Entries provided:
◆ ◆ ◆ ◆

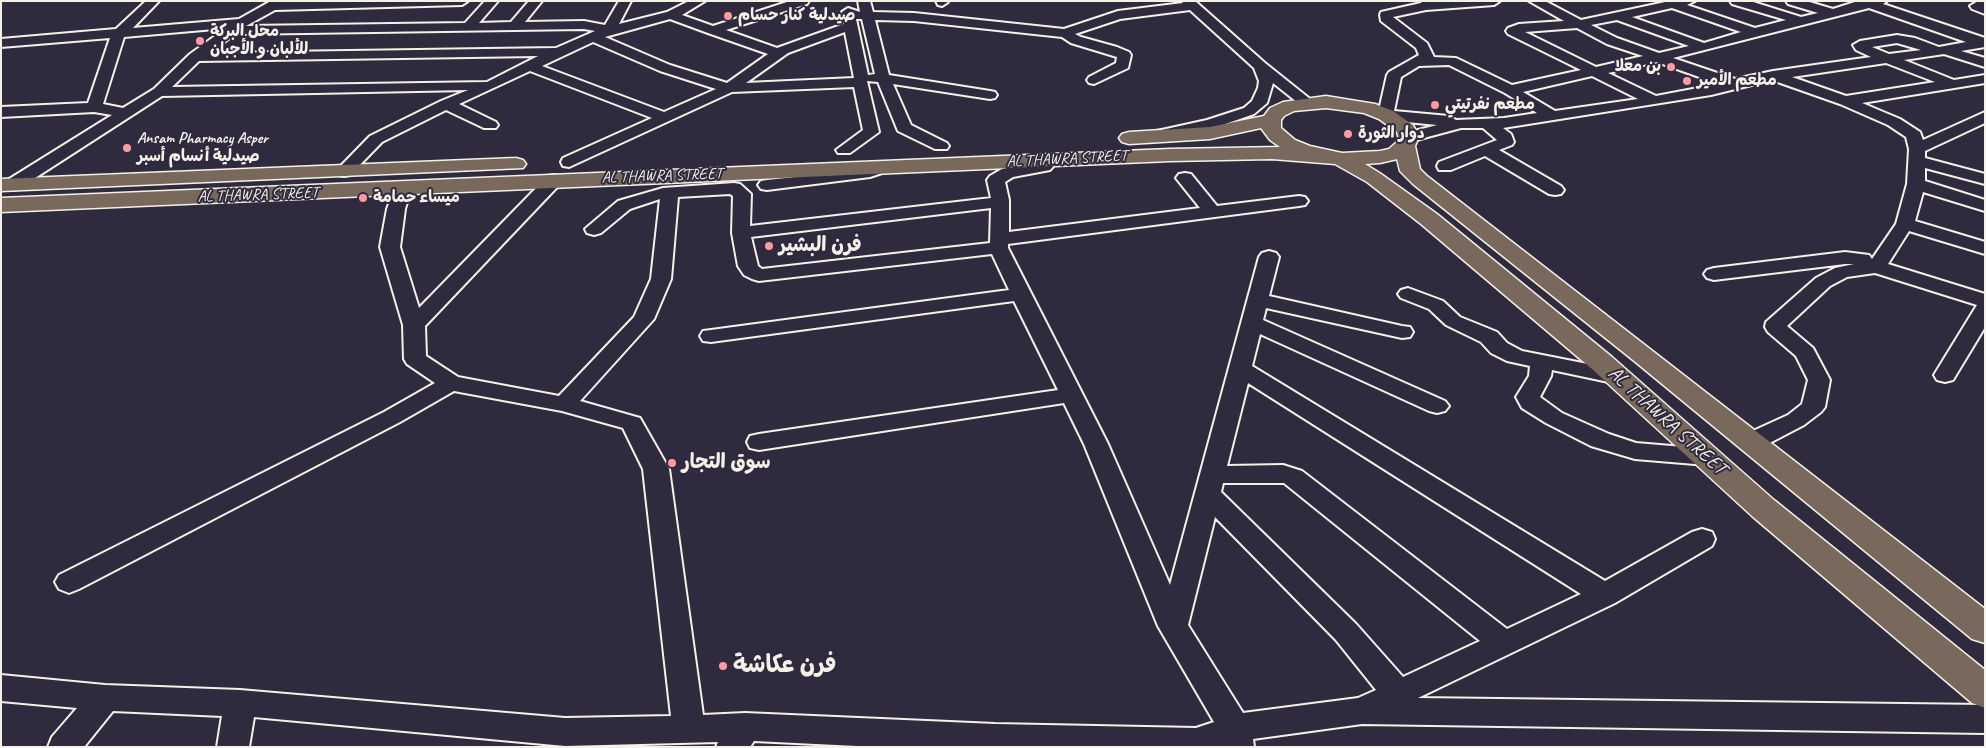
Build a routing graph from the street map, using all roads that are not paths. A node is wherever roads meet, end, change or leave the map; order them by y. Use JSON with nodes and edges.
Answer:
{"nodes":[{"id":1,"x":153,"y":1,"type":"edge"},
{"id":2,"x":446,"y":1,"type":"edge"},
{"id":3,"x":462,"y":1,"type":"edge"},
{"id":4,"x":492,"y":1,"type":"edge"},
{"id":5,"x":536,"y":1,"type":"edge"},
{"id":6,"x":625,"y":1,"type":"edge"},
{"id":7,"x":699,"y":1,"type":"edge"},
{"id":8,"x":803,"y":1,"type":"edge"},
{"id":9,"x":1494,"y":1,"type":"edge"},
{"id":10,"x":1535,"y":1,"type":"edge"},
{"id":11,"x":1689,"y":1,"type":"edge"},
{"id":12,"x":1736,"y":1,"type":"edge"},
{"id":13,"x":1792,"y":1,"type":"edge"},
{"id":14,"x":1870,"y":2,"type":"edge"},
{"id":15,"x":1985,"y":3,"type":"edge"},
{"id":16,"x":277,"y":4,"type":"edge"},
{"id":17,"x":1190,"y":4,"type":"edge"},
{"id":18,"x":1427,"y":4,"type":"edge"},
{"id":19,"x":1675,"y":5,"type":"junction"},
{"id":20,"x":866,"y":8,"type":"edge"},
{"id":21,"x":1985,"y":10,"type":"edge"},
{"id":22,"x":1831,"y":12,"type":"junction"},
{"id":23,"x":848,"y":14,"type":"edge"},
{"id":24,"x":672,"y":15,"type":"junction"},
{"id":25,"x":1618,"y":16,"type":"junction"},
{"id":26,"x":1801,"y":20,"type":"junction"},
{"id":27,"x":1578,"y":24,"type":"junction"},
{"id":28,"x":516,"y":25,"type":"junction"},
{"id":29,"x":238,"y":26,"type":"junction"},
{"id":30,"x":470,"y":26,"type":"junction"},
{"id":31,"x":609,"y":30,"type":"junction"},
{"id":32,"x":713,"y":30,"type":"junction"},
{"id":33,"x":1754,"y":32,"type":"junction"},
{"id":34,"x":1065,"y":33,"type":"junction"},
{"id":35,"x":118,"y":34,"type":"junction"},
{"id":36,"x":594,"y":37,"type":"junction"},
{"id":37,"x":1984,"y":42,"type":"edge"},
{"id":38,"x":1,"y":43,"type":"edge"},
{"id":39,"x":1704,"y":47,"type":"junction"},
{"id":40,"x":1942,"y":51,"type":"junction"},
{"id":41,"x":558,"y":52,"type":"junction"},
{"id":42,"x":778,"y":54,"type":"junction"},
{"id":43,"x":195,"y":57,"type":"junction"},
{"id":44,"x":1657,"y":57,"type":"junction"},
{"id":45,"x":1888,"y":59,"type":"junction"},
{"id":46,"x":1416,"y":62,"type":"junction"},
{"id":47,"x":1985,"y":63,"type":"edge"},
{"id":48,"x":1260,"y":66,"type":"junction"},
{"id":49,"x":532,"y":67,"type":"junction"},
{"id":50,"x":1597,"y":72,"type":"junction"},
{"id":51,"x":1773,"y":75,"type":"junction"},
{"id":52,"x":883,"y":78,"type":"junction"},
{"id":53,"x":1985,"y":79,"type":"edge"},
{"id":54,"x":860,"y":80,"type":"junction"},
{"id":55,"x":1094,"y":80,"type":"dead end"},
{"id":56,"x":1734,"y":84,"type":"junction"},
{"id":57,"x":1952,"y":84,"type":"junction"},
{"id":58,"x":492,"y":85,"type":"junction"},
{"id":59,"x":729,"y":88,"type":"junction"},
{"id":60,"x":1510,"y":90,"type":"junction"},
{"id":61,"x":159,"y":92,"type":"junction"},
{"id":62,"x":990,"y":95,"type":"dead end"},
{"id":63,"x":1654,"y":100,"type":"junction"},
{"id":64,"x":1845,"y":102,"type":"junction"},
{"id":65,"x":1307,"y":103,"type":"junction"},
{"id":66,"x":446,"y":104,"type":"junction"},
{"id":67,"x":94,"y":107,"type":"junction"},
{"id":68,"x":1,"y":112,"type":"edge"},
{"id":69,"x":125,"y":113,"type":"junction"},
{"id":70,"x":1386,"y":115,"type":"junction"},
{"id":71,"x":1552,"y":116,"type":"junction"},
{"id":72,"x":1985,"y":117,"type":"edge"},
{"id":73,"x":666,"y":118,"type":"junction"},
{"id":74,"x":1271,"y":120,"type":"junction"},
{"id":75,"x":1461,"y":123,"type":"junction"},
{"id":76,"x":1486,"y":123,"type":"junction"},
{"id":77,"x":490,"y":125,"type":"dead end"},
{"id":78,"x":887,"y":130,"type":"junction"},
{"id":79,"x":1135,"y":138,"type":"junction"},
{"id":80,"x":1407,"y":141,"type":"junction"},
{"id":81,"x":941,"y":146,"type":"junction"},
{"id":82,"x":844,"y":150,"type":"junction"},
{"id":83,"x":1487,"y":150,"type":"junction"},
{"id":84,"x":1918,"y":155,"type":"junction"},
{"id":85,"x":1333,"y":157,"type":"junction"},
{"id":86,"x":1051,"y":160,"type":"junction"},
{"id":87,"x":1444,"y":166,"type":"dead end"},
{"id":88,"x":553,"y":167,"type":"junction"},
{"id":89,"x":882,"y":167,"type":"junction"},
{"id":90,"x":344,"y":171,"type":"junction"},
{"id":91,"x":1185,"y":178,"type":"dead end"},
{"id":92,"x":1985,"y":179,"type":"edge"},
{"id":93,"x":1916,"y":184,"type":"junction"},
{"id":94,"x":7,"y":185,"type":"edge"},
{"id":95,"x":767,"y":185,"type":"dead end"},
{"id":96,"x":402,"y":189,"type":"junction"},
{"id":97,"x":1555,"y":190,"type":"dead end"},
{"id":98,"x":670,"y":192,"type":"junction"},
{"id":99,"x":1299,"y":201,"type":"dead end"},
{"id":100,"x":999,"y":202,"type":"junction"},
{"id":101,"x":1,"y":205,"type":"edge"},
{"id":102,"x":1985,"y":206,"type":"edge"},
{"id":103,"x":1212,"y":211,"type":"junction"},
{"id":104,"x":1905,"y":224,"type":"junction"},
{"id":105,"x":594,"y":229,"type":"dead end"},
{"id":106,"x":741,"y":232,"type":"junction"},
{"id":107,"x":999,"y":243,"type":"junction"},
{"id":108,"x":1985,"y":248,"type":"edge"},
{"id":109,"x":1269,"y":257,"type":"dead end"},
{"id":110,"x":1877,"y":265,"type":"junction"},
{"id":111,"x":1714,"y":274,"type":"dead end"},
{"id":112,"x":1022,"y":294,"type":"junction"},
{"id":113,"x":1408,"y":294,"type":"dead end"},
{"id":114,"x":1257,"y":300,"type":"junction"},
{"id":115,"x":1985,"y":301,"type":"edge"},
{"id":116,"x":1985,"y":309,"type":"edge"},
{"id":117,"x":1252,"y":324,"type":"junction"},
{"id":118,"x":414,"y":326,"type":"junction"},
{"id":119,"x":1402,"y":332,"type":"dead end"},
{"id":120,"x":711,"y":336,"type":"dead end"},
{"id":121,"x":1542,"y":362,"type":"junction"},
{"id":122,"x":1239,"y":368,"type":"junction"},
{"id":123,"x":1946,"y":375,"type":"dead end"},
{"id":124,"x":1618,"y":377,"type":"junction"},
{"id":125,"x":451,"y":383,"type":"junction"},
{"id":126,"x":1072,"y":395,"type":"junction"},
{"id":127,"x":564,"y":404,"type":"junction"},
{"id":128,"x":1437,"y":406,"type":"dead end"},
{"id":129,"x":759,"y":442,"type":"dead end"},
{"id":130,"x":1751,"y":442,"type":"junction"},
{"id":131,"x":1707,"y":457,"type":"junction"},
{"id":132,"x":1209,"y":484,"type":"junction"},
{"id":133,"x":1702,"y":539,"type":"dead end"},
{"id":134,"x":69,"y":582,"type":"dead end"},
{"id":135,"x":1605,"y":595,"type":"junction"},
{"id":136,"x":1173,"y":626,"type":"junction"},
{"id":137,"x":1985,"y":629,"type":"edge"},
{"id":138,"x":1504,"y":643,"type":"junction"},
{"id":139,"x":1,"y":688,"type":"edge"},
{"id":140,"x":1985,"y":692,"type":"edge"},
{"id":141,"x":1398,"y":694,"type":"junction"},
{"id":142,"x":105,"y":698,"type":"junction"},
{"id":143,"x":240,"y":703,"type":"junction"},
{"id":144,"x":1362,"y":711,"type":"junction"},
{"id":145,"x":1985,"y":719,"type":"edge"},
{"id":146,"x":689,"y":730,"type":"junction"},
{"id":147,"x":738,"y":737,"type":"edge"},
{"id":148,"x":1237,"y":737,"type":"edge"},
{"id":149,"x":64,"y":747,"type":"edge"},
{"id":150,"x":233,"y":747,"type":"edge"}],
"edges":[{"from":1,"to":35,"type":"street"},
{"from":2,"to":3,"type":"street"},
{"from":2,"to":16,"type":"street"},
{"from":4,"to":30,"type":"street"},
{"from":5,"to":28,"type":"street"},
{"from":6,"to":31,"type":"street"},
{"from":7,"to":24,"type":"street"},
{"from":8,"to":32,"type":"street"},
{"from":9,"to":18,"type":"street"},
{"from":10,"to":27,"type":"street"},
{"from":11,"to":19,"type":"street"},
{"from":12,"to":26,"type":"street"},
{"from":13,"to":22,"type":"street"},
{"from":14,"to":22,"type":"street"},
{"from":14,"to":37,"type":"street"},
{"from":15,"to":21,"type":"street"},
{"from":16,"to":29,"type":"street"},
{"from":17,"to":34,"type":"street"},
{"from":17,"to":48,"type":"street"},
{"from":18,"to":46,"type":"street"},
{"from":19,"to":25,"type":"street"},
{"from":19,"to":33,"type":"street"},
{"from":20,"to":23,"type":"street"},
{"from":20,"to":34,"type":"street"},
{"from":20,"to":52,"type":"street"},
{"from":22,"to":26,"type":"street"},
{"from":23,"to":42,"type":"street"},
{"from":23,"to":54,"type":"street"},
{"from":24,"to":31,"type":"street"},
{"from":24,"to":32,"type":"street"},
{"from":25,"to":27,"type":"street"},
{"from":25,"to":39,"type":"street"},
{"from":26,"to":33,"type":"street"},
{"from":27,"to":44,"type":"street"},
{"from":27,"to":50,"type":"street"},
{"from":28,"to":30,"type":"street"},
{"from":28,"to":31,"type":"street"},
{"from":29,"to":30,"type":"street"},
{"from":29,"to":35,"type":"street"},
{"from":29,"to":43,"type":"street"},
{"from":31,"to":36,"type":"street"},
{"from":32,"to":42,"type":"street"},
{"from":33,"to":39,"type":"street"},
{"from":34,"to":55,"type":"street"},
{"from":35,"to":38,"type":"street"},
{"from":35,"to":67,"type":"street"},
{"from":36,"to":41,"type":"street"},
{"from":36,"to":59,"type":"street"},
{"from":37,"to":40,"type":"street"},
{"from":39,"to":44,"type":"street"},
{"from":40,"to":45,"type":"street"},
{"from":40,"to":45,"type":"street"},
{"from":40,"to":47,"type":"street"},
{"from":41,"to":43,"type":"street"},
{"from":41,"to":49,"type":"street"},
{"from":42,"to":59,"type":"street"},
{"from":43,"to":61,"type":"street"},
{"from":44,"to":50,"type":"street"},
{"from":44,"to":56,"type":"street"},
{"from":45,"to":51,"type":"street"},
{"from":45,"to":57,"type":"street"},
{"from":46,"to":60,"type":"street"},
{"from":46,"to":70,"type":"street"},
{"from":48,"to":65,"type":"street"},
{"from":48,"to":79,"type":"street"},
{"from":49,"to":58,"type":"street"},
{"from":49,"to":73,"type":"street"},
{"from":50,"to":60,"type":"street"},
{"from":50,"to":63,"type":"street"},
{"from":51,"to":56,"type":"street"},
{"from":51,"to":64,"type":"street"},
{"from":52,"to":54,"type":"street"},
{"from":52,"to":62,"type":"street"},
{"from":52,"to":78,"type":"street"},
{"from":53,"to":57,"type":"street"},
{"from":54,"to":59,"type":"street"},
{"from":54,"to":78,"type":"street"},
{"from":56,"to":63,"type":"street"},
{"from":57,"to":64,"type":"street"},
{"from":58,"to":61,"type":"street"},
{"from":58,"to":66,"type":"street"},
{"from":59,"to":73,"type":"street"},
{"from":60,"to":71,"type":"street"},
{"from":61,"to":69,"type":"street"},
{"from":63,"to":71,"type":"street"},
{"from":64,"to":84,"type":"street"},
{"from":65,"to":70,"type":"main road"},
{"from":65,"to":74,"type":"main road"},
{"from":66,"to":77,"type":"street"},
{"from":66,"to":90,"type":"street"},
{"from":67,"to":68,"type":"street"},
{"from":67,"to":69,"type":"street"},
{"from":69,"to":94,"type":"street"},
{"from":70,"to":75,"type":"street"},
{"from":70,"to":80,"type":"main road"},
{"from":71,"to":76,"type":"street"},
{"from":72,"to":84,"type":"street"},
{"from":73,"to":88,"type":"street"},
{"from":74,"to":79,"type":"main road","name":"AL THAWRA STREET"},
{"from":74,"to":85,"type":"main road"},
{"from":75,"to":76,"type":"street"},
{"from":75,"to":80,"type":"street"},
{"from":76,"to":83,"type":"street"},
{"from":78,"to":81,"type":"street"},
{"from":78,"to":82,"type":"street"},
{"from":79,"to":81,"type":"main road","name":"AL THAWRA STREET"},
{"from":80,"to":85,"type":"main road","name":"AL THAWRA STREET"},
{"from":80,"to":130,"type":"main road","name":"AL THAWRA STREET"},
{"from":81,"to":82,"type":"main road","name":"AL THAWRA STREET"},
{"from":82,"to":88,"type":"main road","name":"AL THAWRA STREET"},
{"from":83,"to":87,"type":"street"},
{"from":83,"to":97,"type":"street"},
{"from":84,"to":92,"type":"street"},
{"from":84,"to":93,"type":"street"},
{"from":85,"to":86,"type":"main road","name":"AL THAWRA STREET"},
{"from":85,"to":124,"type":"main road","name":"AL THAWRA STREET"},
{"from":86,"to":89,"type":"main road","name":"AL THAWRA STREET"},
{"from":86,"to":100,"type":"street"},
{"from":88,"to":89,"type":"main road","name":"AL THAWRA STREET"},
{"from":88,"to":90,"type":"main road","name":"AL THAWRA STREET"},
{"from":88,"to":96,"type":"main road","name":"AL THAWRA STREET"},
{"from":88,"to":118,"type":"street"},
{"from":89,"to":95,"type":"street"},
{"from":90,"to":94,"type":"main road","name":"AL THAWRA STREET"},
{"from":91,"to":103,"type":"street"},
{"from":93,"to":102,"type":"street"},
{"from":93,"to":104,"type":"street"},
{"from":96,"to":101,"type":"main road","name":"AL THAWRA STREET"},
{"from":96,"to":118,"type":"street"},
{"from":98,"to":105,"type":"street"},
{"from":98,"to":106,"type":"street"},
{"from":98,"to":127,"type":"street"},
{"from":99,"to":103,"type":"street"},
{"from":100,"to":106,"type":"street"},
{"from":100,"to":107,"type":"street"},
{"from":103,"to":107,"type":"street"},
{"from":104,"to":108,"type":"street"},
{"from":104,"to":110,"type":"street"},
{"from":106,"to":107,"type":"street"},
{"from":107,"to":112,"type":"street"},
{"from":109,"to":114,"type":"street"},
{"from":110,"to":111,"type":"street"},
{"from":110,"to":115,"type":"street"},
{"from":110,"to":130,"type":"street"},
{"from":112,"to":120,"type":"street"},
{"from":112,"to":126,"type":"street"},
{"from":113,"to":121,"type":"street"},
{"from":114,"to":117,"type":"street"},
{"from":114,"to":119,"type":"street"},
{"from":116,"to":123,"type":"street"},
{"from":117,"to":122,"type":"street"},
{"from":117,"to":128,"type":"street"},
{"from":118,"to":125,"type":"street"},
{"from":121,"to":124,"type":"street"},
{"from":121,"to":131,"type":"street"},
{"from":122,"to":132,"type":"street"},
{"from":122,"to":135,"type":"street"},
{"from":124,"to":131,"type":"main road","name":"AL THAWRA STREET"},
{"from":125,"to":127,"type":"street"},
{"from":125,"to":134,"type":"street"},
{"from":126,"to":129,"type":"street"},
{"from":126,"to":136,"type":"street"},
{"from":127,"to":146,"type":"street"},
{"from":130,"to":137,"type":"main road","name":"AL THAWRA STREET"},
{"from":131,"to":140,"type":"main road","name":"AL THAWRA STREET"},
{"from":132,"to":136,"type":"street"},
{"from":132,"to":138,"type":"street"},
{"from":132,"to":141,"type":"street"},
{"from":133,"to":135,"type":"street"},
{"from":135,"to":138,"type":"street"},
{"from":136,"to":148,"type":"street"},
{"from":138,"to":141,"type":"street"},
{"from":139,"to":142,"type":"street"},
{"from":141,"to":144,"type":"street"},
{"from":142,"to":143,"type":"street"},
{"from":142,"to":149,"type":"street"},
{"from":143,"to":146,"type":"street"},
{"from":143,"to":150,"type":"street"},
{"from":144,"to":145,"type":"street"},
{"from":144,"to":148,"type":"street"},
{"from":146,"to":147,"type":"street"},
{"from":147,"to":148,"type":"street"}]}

◆ ◆ ◆ ◆

From the listing above, copy out each line where the word "nodes" appears.

Build a routing graph from the street map, using all roads that are not paths. A node is wherever roads meet, end, change or leave the map; order them by y. Use JSON with nodes and edges.
{"nodes":[{"id":1,"x":153,"y":1,"type":"edge"},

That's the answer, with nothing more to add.